A Republican state senator in Oregon cleverly killed a state bill to ban bisphenol A when he reneged on a deal he made with Democrat senator. The bill to ban bisphenol-A in baby bottles (SB 695) had received bipartisan support in a 20-9 vote in April. With such support, people predicted it would continue to committee, but the GOP had other plans.

Oregon Senator Jackie Dingfelder, D-Portland, recounted an agreement she had made with Oregon House environment committee co-chair, Representative Vic Gilliam, R-Silverton. Apparently the two worked out that he would initiate a work session on SB 695 in exchange for committee action on some other bills. According to Dingfelder, Gilliam ditched his end of the bargain and effectively squashed the bill.
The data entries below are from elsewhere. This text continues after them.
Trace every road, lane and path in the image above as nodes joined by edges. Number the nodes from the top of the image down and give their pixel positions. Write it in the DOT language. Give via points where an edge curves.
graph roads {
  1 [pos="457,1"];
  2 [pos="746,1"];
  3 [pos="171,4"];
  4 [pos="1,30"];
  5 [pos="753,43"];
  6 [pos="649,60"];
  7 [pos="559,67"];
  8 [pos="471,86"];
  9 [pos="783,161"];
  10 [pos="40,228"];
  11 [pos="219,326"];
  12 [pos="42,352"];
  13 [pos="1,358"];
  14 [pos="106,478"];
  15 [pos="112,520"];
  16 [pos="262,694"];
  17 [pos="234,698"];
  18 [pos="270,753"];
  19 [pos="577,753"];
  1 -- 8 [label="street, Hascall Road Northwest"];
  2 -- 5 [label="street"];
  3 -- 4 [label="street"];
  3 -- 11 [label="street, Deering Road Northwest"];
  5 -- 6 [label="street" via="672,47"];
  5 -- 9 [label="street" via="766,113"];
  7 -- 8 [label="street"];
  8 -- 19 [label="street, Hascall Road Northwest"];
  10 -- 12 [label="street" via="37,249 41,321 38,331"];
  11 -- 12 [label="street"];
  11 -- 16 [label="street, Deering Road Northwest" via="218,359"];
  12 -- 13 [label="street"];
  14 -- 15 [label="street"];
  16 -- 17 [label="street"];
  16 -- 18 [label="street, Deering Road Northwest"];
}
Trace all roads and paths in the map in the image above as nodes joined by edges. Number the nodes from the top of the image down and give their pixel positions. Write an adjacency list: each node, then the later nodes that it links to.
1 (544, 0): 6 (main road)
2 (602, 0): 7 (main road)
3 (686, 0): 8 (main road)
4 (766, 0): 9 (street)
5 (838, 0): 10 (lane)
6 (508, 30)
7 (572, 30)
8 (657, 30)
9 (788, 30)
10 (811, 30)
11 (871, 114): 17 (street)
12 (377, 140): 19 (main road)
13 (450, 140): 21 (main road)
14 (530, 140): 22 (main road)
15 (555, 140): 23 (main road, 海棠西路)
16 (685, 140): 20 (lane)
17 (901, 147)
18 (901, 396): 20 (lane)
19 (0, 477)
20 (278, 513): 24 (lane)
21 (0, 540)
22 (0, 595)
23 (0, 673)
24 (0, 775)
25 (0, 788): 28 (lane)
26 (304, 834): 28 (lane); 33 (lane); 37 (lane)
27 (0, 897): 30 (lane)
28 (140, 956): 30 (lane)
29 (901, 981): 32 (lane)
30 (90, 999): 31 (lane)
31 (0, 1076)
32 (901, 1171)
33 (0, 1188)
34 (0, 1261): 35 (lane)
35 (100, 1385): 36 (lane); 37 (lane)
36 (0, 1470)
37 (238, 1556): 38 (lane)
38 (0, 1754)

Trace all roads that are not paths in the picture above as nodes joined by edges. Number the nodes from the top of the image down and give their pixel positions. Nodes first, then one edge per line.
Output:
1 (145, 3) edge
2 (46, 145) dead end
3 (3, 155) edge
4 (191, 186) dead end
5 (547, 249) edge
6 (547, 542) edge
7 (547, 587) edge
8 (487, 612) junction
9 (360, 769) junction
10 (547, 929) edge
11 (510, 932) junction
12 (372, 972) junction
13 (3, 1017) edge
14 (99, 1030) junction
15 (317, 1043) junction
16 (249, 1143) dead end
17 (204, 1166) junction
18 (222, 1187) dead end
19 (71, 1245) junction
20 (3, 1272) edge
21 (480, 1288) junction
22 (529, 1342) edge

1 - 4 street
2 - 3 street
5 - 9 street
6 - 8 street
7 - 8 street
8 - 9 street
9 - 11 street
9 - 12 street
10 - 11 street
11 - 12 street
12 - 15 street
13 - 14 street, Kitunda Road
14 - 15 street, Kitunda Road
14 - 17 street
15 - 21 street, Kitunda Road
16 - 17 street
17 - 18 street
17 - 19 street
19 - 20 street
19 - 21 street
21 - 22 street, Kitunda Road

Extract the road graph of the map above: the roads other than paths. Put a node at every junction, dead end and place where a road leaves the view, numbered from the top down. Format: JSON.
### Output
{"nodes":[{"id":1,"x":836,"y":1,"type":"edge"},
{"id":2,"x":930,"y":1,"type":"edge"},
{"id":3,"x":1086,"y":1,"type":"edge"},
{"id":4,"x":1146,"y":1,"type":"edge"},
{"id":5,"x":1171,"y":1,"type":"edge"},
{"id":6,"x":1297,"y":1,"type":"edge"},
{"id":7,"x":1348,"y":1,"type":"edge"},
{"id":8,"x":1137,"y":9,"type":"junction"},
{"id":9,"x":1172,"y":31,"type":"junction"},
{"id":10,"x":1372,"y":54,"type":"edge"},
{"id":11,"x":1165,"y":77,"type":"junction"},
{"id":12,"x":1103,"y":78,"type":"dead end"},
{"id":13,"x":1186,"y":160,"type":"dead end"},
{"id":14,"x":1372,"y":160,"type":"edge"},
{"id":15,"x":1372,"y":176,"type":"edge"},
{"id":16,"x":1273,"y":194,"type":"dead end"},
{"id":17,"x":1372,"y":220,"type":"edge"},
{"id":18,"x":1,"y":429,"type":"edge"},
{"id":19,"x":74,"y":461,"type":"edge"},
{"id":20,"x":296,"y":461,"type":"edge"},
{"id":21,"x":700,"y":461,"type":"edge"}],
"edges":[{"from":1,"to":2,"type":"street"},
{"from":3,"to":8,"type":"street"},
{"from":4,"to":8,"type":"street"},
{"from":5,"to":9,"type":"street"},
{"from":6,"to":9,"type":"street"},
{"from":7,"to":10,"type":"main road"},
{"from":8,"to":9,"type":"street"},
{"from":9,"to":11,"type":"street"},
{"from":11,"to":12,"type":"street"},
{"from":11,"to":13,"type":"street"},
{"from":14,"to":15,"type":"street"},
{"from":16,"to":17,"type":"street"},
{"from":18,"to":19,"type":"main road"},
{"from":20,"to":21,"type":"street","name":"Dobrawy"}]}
Gilliam then sent Dingfelder a bottle of Chardonnay and a scrawled note that read: "After all I put you thru yesterday - it is a tribute to your character that you would keep the 1st and 2 parts of our pow-wow inspite of it all."[sic]

Dingfelder told reporters that Gilliam's reasons for dropping the bill were unclear - he indicated the GOP pressured him. One Republican lawmaker offered: "it's not because I want to kill children".

Plastics industry lobbyists had also campaigned against the bill. For instance the American Chemistry Council wrote a letter in early May to Ben Cannon and Vic Gilliam, co-chairs of the state House Energy, Environment and Water Committee. In the letter, ACC used isolated quotes from government agencies about research on canned and packaged food to argue incongruously that polycarbonate baby bottles shouldn't be banned. The letter also misrepresented the US FDA position. The FDA is especially concerned about the endocrine disrupting effects of BPA on babies, and advises parents to avoid using bottles with BPA. It advocates alternatives to BPA lined food containers. Yet the ACC letter stated "optimistically" that the FDA said BPA is "not unsafe" (safe).

Representative Gilliam also voted against a plastic bag ban, noting he thought they should be recycled instead. He said he was disappointed Dingfelder had released their personal correspondence to reporters.



It's interesting to see how poor a job most of the media is doing covering this story: major lobbying is reversing much momentum on safety regulation for BPA.

However, many parents (and patients of mine) haven't forgotten of course and are sticking to the choice to remove and keep plastics out their houses, and continue to mention BPA in their office visits. No amount of lobbying by companies like Coca Cola is going to change that.

On a similar note, people that I ordinarily would not think of up-to-date these type of environmental issues have reported taking action to remove chemicals, solvents and cleaners from their homes in favor of simple old-school things like vinegar & water. I think the people are farther along than marketers, news media and politicians realize - and much credit goes to the Internet and coverage such as on blogs like this one.